Coercing and Validating Decimal Quantities with Pydantic Permalink to this section

↑ Part of Schema Validation Using Pydantic.

A quantity or unit price that enters your model as a Python float carries binary rounding error the instant it is parsed, long before any business rule runs against it. Decimal("1234.50") != Decimal(str(1234.50 * 3)) is not a hypothetical — it is what happens every time a receiving quantity is multiplied by a unit cost using float arithmetic and then compared against an ERP total computed in fixed-point. This page addresses one precise boundary decision: how do you force every financial quantity and price field through Pydantic v2 as Decimal, reject float input outright instead of silently coercing it, normalize the comma-formatted and over-precise strings real feeds send, and route anything that fails to a quarantine record with a reason code your downstream systems can act on? It is the numeric-precision companion to the contract design in the parent Schema Validation Using Pydantic reference and to the field-level coercion patterns in Validating Supplier Data Payloads with Pydantic Models.

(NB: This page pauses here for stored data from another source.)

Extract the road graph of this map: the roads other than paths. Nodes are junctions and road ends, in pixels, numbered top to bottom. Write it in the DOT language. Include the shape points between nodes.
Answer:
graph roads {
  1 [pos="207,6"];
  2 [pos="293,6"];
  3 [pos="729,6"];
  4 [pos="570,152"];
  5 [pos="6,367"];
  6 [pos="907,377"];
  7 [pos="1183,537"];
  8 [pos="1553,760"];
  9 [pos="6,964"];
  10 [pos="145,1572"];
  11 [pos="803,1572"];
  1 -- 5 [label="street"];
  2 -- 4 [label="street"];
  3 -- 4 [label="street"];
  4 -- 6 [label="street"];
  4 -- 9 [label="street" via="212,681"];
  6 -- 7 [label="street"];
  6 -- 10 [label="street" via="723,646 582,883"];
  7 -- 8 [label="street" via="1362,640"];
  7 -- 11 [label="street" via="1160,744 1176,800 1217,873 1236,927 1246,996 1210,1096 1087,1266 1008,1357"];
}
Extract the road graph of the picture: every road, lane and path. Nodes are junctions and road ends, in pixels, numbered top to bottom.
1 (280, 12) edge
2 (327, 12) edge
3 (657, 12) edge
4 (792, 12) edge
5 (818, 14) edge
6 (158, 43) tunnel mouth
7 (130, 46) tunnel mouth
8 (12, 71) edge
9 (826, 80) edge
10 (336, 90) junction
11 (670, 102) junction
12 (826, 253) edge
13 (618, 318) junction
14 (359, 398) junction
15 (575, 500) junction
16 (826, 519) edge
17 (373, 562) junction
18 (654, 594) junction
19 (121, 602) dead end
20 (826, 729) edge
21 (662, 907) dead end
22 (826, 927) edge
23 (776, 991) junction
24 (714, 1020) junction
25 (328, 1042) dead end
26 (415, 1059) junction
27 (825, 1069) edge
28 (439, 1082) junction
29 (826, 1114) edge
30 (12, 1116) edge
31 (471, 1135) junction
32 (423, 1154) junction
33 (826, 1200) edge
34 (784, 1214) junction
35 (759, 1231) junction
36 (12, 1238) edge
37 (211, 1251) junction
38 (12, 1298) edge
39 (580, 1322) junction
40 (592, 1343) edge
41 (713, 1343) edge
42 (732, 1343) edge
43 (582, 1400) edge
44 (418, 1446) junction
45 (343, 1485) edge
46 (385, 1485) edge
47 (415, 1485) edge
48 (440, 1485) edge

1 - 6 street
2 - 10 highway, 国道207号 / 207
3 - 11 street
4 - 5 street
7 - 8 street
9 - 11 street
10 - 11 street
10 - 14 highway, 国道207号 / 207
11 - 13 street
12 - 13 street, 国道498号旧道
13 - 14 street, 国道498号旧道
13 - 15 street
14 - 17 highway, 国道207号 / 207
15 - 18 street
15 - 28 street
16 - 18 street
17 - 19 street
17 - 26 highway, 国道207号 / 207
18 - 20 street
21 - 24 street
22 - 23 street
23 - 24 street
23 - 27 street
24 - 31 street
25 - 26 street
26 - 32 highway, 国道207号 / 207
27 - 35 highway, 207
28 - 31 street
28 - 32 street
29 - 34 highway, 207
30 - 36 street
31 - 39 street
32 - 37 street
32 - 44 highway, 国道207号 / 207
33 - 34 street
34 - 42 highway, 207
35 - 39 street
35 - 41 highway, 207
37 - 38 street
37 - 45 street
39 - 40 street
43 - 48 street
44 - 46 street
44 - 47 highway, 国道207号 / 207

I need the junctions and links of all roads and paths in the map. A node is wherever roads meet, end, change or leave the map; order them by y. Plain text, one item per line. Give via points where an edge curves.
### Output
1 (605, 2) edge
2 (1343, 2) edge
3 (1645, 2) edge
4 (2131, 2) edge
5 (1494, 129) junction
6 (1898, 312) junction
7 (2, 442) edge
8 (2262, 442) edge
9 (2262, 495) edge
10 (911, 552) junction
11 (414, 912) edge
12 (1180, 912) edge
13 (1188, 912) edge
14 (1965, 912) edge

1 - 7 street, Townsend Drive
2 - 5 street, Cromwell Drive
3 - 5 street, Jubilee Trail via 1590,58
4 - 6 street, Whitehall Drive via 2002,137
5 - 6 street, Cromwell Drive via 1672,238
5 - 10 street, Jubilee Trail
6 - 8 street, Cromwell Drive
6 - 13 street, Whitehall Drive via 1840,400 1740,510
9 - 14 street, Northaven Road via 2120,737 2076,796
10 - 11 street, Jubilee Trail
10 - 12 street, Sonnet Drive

Operational Trigger Signals Permalink to this section

Add an explicit Decimal-only coercion layer for quantity and price fields — instead of relying on Pydantic’s default lax numeric coercion — when your reconciliation telemetry shows any of these measurable conditions:

  1. Phantom quantity or price variances appear without a source discrepancy. A quantity_received of 150.1 and an ERP total of 150.10000000000002 fail an equality check even though no physical unit is in dispute — the variance exists only in the arithmetic, not the shipment.
  2. Rounding drift accumulates across batch aggregation. Summing thousands of float line totals produces a batch total that diverges from the sum of the same values computed in fixed-point by a cent or more, and the drift grows with batch size rather than staying constant.
  3. Fields silently accept more precision than the ledger can post. A unit_price of 14.123456789 passes validation as a bare float or unconstrained Decimal, then fails at ERP import because the target column is NUMERIC(14,6) and truncates or rejects the row.
  4. Thousands-separated or locale-formatted strings raise a parse error instead of being normalized. Vendor exports send "1,234.50" or "1 234,50"; a naive Decimal(value) call raises InvalidOperation on the comma, and the record is rejected for a formatting difference a human would resolve in one glance.
  5. Scientific notation or negative quantities reach fields that must never carry them. A malformed export emits "1.5E+3" for a quantity field, and without an explicit precision and sign constraint it coerces successfully into a value three orders of magnitude off.

When any of these signals persist across consecutive ingestion runs, the fix is not a looser equality check downstream — matching and reconciliation already assume decimal-safe inputs, which is why Setting Quantity and Price Tolerance Windows defines tolerance in fixed-point terms. The fix belongs at the schema boundary, before a float-tainted value can enter any downstream calculation.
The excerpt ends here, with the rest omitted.